▶ EXERCISE PROMPT:
From the entries below, copy every line holding the word "Right".

(Dataset records)

━━━━

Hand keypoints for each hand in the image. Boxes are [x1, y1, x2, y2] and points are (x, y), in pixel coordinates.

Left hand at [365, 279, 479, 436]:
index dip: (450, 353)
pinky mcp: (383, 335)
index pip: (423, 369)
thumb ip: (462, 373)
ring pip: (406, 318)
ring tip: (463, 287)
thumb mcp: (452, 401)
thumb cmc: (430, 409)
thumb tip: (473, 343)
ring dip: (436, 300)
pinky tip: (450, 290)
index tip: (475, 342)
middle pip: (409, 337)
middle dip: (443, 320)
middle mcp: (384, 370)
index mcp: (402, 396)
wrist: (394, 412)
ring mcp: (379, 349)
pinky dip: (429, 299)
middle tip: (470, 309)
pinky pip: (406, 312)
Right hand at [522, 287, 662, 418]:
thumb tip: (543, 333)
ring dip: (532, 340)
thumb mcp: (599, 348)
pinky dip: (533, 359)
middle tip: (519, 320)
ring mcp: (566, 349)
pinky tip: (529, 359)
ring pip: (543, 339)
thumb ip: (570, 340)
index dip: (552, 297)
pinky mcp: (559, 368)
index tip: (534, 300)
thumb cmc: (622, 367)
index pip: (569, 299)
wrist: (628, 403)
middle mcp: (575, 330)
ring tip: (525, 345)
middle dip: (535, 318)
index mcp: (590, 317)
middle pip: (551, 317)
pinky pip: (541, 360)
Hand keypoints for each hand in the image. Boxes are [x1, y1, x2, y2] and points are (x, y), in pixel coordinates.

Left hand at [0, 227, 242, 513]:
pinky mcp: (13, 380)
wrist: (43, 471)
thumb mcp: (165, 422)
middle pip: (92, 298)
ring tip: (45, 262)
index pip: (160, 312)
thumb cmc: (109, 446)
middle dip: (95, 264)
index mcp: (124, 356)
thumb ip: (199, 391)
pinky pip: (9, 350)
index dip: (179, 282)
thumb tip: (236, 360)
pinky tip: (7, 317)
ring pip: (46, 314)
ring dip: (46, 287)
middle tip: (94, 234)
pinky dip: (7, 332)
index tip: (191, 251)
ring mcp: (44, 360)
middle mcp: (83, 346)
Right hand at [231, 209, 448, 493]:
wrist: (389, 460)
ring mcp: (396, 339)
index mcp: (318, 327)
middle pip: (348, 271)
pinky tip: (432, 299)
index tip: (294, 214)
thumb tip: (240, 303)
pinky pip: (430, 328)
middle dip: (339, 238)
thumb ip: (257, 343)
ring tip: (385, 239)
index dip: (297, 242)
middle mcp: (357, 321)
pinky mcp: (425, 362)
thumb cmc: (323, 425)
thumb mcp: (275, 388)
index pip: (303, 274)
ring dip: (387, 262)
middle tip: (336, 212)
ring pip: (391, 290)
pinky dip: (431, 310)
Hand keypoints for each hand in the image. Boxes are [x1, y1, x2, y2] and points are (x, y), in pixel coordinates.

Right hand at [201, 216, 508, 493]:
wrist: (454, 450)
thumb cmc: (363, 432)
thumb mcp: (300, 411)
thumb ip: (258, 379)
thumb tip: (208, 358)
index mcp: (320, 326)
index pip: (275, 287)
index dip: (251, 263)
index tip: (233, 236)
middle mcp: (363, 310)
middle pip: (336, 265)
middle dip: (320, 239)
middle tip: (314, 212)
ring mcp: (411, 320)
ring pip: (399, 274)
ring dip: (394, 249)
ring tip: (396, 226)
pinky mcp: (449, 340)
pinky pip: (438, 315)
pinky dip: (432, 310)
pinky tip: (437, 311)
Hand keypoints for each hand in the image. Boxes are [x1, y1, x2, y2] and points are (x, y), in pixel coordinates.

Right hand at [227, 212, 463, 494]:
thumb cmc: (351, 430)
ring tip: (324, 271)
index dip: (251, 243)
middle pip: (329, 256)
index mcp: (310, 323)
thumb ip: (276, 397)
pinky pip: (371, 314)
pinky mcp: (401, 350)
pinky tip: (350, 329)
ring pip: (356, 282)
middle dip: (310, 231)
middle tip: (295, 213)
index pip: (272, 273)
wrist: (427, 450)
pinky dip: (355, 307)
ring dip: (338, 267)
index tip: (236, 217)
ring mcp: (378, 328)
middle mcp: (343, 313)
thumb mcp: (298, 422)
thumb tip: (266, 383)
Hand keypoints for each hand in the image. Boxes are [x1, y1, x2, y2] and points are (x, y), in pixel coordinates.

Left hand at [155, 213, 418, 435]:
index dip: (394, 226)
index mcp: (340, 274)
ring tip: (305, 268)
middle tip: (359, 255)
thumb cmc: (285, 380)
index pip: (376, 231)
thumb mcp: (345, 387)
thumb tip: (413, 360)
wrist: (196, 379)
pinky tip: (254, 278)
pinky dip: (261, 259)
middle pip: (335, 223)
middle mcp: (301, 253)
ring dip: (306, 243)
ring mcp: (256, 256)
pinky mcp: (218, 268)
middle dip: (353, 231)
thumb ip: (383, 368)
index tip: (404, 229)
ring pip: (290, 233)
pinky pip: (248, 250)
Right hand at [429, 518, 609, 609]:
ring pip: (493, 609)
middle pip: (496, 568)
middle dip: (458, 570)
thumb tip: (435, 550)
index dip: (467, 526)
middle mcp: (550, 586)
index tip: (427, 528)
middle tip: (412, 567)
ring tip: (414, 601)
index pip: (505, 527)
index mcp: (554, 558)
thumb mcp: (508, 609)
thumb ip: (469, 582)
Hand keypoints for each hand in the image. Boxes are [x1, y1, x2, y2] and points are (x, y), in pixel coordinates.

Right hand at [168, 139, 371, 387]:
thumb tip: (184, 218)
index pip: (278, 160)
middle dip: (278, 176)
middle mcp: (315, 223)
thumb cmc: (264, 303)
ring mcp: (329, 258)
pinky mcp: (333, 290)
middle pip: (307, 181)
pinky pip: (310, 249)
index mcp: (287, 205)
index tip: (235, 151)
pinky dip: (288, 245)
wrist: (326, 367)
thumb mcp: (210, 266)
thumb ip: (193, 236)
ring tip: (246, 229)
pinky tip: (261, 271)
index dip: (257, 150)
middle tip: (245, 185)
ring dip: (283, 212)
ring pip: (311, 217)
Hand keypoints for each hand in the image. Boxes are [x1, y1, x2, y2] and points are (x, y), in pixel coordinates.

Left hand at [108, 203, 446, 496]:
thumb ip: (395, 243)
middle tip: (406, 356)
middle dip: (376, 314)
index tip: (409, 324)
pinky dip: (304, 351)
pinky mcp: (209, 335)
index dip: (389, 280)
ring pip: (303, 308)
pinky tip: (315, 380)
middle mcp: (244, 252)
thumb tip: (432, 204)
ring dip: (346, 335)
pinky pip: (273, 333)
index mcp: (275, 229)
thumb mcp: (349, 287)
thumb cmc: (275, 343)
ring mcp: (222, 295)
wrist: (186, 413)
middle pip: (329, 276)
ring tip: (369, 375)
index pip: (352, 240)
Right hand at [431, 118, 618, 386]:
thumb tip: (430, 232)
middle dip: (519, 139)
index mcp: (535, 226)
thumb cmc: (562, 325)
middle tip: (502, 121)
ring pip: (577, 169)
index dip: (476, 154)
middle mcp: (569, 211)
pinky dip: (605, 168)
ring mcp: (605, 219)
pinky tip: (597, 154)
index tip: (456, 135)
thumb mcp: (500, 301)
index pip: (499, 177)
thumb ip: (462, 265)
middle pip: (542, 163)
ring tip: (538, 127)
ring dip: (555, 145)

━━━━

▶ YOUR SOLUTION:
Right hand at [522, 287, 662, 418]:
Right hand at [231, 209, 448, 493]:
Right hand at [201, 216, 508, 493]:
Right hand at [227, 212, 463, 494]:
Right hand at [429, 518, 609, 609]:
Right hand at [168, 139, 371, 387]:
Right hand at [431, 118, 618, 386]:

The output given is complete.